How to Chop Firewood Like a Lumberjack
How to Chop Firewood Like a Lumberjack<< Back
One of the best parts of the cold winter months is warming your house with a crackling fire. Chopping your own firewood brings an incredible amount of satisfaction – all the more so when you can do it like a lumberjack. Check out our step-by-step overview for how to chop firewood with style and impress not only your friends and neighbors but the entire family staying warm inside the house.
When chopping firewood there are a number of things to consider to stay safe, flying splinters pieces of wood just to name a few. Protecting yourself from bodily harm doubles down for helping protect the ego as well -- no one likes a whining lumberjack. So before chopping your firewood, be sure you have the proper equipment. Wear sturdy shoes and eye protection. We also recommend leather or work gloves to maintain a tight grip on your cutting tool of choice, and for keeping all ten fingers as well. If you’re working alongside a friend or family member, maintain a safe distance of 10 feet or more away from the chopping block.

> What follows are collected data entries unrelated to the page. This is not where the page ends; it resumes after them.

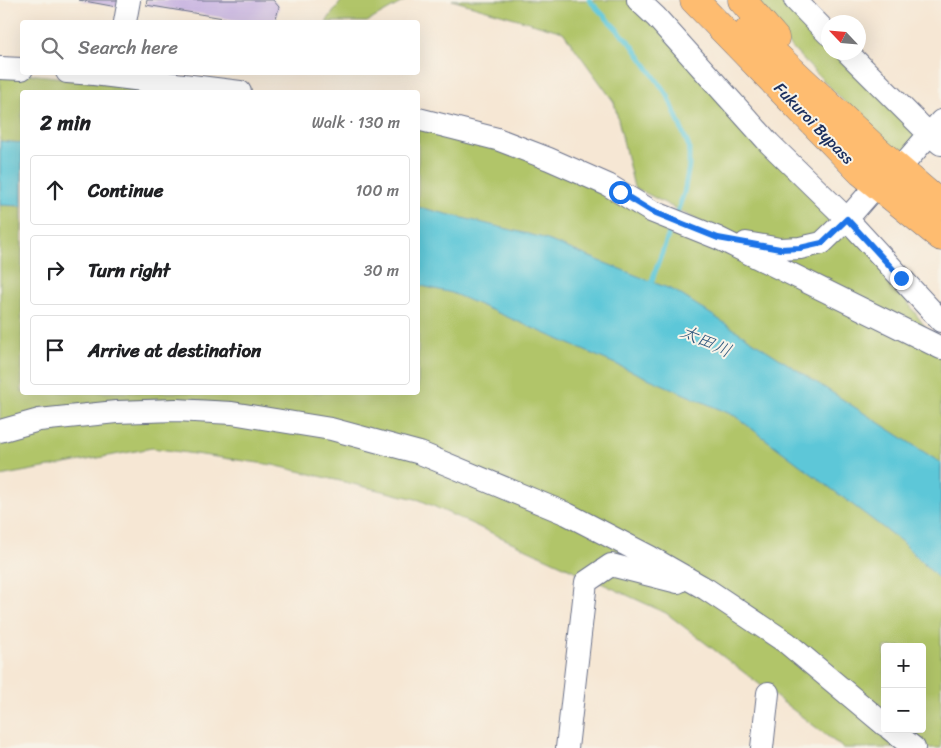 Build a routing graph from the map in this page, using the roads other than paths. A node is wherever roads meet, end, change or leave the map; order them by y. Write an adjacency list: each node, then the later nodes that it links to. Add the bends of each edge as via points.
1 (129, 0): 7 (street)
2 (638, 0): 20 (street, via 768,143)
3 (694, 0): 21 (highway, Fukuroi Bypass, via 861,172)
4 (720, 0): 16 (highway, Fukuroi Bypass)
5 (742, 0): 16 (highway)
6 (795, 0): 8 (street)
7 (125, 20)
8 (821, 27)
9 (856, 60): 15 (street)
10 (0, 68): 11 (street)
11 (20, 69)
12 (92, 75): 13 (street)
13 (223, 90)
14 (420, 120): 22 (street, via 497,139 549,159 608,185 651,211)
15 (937, 133): 17 (street)
16 (878, 151): 19 (highway, Fukuroi Bypass)
17 (907, 160)
18 (868, 195): 20 (street)
19 (941, 205)
20 (847, 219): 22 (street, via 822,243 800,248 780,249); 23 (street)
21 (941, 237)
22 (718, 238): 24 (street)
23 (941, 321)
24 (941, 348)
25 (0, 431): 26 (street, via 39,420 176,410 232,413 331,430 420,454 567,514)
26 (706, 589): 28 (street, via 788,643); 30 (street, via 611,565 586,582)
27 (768, 693): 31 (street)
28 (881, 722)
29 (895, 733): 32 (street)
30 (567, 748)
31 (762, 748)
32 (914, 748)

Also, be sure to know the size of your fireplace so you cut the logs into the right size.
Bring the Right Tools
Selecting a cutting tool is a favorite pastime of lumberjacks. Depending on your experience and the amount of wood you’ll be chopping, you’ll want to pick the right set of gear for the job. Modern Farmer recommends considering need a chainsaw, sledgehammer & splitting wedges, a maul (like a sledgehammer with a wedge on one end), an axe, and sharpening tools. You can get a quick edge on an axe with a grinder, but some people prefer whetstone techniques. For the weekend woodchopper, hand tools bring the nostalgia and satisfaction, but if you have some serious cordage to go through you might look at renting wood splitter equipment.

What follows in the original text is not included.